I don't know how many people will have seen Deadwood, as I'm not sure how widespread HBO coverage is in the US, and though it was shown on cable/satellite TV here I'm doubtful about whether it will ever reach terrestrial, because the first thing anyone mentions about it is that every other word is an obscenity (and then they get on to the graphic violence and sex). Despite which I'd argue that the glory of Deadwood is the soaring eloquence of the script, which at times feels like Shakespearean blank verse.
Anyway, my case for Deadwood as Life on Mars. OK, Deadwood was set 97 years earlier in a gold-rush town in Dakota, and there wasn't any time travel (well, not in the three series we saw; maybe it was going to be a surprise twist in the fourth season which the bastards cancelled).
But consider.
Seth Bullock, an upright ex-sheriff, arrives in the town of Deadwood (usually referred to as "the camp", which is what it was before they started building houses). He discovers that the camp is mostly controlled by the foul-mouthed Al Swearengen, whose principal henchmen are Dan Dority (at first sight a thug, though he turns out to be a rather interesting thug, and totally devoted to Al), and Johnny (an amiable type who generally appears rather dim but occasionally comes up trumps).
Al initially appears to be an out-and-out villain, who has no scruples about bumping off people who get in his way. But it gradually becomes apparent that in his own peculiar, single-minded, alarmingly violent way, he's looking out for the community as maybe no one else is. "A thing of this order you'd as soon not see ruined or in cinders," a sort-of friend says to him, and Al almost admits it's true.
By the end of the first season, Al's worked out that Seth's the only man up to the job of sheriff, "cause you're one of those pains in the balls who think the law can be honest". The moral compass in a dodgy Deadwood? Though they continue to fight, figuratively and literally - there's a big mud-wrestling session in the street early in season two - they gradually form an unofficial alliance against forces threatening the camp.

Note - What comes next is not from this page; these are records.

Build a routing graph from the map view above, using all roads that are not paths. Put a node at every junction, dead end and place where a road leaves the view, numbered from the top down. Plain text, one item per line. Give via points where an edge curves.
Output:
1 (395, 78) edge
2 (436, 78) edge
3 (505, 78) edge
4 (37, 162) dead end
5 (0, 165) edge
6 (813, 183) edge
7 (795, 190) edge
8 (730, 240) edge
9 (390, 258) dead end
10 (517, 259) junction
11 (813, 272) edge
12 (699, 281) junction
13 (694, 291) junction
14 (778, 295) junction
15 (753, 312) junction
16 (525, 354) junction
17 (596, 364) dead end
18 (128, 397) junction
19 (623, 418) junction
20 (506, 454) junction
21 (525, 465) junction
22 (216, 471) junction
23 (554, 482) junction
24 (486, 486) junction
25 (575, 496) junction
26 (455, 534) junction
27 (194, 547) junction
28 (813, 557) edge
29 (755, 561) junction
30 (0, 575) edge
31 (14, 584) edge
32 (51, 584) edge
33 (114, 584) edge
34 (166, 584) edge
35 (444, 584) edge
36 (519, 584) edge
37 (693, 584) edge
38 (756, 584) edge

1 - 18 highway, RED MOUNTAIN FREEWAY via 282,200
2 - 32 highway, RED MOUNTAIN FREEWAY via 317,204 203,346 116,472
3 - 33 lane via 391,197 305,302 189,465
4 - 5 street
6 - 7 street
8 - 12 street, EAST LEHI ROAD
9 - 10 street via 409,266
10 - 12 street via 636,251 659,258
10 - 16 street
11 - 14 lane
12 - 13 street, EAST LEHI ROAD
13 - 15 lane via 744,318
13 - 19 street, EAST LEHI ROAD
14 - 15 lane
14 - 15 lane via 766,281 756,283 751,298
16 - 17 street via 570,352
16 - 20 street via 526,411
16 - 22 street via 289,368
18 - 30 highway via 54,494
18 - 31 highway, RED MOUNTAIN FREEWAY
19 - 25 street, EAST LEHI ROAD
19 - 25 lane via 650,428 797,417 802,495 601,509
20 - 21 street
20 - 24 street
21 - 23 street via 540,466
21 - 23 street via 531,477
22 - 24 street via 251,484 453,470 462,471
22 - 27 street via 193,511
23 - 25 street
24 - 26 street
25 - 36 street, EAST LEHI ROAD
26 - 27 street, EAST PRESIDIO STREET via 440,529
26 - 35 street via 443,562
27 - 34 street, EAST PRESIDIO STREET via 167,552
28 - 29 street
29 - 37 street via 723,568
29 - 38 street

One of Al's chief rivals is Cy Tolliver, who runs a swankier saloon than he does. I'm thinking Litton and the Regional Crime Squad. It's trickier to map the other characters on to each other; most of the Deadwood women are whores working for Al or Cy, apart from Calamity Jane and Seth's love interest, a rich widow (well, she's a widow once her husband got in Al's way). But Seth does have a wife back home (who eventually joins him), which causes him to agonise a lot about having a new love interest. Phyllis is hard to place; I could argue that she's related both to Trixie, a whore who knows her own mind and eventually develops a romance with Seth's sidekick, Sol Star, and to Jewel, the lame woman who cleans the floor at Al's saloon but isn't nearly as down-trodden as she first seems.
And despite the number of bartenders around, there isn't an obvious Nelson, unless maybe it's Sol, as he helps to keep Seth grounded and is seen as a racial outsider because he's Jewish. There are black (and Chinese) characters, but they're not at all like Nelson.
I could try to argue that Frank Morgan, as the emerging villain of the second season of Life on Mars, has some similarities to the increasingly sinister George Hearst, who attempts to bend all of Deadwood to his will in its third season.
But I'm not suggesting that every character has a parallel, only that there are enough similarities for Deadwood and Life on Mars to be classified as cousins - above all for the tensions of the central male relationship, where means may vary but the end, that of keeping the community going, is ultimately the same.
Oh, I forgot! At one point, Al remarks that "Sometimes I imagine in my declining years runnin' a small joint in Manchester, England..."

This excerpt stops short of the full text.